_WHAT YOU NEED TO DO_
All lines from the first line of the material up to and including the line with "Digitize the connectivity" must be copied exactly, and no others.

_RECORDS FOR PROCESSING_
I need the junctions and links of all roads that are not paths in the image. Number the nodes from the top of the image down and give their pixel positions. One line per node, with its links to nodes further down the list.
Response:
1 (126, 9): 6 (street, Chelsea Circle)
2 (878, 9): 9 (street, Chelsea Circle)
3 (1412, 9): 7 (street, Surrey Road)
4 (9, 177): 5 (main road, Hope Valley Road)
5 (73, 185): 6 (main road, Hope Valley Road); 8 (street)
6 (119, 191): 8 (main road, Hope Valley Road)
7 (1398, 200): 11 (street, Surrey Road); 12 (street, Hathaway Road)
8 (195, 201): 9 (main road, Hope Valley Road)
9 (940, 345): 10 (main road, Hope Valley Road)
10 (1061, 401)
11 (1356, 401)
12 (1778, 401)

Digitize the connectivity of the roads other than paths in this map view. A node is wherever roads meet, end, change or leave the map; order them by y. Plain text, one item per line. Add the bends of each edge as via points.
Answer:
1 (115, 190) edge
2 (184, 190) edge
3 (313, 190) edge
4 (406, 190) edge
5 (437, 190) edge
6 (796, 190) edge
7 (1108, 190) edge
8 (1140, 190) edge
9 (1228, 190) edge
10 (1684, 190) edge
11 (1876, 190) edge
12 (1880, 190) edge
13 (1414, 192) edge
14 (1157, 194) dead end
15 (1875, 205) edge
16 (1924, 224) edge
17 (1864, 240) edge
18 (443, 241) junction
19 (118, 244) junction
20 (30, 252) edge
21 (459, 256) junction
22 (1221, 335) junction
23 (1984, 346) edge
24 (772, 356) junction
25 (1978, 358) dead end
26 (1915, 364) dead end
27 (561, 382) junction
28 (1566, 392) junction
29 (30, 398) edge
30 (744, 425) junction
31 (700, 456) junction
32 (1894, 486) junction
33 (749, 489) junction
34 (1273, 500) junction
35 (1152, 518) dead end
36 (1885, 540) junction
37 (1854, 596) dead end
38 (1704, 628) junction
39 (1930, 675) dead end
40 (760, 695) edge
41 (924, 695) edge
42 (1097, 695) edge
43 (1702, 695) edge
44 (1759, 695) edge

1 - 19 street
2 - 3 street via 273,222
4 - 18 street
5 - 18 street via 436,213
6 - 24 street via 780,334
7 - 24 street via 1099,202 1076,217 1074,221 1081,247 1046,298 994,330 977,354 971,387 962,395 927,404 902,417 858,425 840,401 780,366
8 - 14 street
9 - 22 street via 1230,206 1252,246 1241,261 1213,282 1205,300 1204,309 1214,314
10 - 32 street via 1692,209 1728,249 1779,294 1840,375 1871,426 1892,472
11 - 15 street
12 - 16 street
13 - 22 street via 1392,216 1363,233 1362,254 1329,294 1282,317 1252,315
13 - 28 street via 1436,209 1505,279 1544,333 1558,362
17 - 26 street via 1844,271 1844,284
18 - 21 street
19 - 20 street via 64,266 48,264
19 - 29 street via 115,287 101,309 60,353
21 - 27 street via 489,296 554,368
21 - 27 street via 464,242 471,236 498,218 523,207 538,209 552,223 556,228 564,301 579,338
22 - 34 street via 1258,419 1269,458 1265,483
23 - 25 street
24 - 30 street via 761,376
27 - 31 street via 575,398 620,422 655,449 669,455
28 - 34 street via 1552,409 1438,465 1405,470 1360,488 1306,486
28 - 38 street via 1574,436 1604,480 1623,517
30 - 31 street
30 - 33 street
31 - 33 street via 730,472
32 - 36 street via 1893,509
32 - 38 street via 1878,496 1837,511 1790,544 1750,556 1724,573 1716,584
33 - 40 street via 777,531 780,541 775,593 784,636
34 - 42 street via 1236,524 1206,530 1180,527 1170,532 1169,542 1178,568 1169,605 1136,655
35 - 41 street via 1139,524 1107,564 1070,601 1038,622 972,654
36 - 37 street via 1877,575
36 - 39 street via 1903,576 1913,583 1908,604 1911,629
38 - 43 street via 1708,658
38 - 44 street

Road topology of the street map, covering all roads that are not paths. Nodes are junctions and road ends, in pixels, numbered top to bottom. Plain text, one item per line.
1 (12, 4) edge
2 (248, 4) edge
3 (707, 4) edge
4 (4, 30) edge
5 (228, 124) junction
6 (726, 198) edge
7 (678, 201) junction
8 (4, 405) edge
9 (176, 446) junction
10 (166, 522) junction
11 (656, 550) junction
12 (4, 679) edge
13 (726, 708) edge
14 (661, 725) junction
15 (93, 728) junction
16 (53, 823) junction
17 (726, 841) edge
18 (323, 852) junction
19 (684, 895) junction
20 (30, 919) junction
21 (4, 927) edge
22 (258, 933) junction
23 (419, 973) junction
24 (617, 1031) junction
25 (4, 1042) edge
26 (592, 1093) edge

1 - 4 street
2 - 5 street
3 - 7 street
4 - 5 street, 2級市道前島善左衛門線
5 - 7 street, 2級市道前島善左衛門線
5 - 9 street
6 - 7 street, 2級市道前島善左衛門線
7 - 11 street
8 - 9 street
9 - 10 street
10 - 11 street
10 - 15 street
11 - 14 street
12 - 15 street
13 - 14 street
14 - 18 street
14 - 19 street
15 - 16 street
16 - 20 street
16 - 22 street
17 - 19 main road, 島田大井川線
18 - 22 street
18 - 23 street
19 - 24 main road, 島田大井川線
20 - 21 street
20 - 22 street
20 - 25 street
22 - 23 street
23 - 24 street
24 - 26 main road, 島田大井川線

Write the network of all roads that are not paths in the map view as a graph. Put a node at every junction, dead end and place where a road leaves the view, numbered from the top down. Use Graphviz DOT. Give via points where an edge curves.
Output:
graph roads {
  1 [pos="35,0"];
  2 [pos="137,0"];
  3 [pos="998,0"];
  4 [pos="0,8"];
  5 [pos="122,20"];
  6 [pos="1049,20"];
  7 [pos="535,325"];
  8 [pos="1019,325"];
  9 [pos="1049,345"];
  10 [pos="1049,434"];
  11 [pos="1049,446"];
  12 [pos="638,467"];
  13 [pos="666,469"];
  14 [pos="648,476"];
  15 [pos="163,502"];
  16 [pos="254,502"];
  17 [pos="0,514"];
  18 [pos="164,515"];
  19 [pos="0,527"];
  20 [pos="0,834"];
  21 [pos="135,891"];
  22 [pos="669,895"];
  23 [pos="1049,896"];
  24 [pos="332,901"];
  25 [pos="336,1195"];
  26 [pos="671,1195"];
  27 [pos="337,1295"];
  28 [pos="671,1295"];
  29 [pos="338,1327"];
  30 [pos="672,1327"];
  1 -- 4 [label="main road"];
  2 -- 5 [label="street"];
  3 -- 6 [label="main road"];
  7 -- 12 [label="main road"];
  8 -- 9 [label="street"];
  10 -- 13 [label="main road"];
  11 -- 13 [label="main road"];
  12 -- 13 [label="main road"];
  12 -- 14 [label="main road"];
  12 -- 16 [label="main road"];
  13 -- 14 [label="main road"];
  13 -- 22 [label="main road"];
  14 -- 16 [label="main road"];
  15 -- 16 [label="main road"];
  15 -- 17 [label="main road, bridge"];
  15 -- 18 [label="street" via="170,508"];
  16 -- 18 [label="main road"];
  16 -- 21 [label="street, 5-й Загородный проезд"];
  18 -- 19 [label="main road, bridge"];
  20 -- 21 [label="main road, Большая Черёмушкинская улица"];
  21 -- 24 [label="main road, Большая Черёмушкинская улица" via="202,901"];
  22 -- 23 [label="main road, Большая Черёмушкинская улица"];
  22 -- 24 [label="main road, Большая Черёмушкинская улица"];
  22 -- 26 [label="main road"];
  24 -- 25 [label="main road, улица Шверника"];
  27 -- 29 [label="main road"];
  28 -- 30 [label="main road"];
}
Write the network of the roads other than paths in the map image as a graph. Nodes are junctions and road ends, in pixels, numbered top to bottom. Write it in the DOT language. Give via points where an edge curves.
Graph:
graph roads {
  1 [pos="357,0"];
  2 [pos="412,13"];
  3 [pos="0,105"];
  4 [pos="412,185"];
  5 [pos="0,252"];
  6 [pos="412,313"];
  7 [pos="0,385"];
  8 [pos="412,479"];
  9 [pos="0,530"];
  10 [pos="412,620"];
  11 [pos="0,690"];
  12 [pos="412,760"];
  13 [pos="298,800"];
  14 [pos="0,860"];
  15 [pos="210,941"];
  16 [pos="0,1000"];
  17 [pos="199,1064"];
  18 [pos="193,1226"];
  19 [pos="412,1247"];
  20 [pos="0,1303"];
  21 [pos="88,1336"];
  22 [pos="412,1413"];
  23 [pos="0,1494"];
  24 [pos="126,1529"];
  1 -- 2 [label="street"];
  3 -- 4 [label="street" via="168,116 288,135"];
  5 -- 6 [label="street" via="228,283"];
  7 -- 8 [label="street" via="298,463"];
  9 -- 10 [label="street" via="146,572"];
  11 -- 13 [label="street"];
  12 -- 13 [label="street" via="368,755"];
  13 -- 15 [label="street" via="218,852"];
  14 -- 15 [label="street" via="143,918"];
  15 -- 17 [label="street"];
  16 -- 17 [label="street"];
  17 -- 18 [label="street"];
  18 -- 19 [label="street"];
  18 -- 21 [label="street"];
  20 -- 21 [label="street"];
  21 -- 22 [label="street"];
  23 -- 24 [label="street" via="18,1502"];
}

_RESPONSE TO THIS EXERCISE_
I need the junctions and links of all roads that are not paths in the image. Number the nodes from the top of the image down and give their pixel positions. One line per node, with its links to nodes further down the list.
Response:
1 (126, 9): 6 (street, Chelsea Circle)
2 (878, 9): 9 (street, Chelsea Circle)
3 (1412, 9): 7 (street, Surrey Road)
4 (9, 177): 5 (main road, Hope Valley Road)
5 (73, 185): 6 (main road, Hope Valley Road); 8 (street)
6 (119, 191): 8 (main road, Hope Valley Road)
7 (1398, 200): 11 (street, Surrey Road); 12 (street, Hathaway Road)
8 (195, 201): 9 (main road, Hope Valley Road)
9 (940, 345): 10 (main road, Hope Valley Road)
10 (1061, 401)
11 (1356, 401)
12 (1778, 401)

Digitize the connectivity of the roads other than paths in this map view. A node is wherever roads meet, end, change or leave the map; order them by y. Plain text, one item per line. Add the bends of each edge as via points.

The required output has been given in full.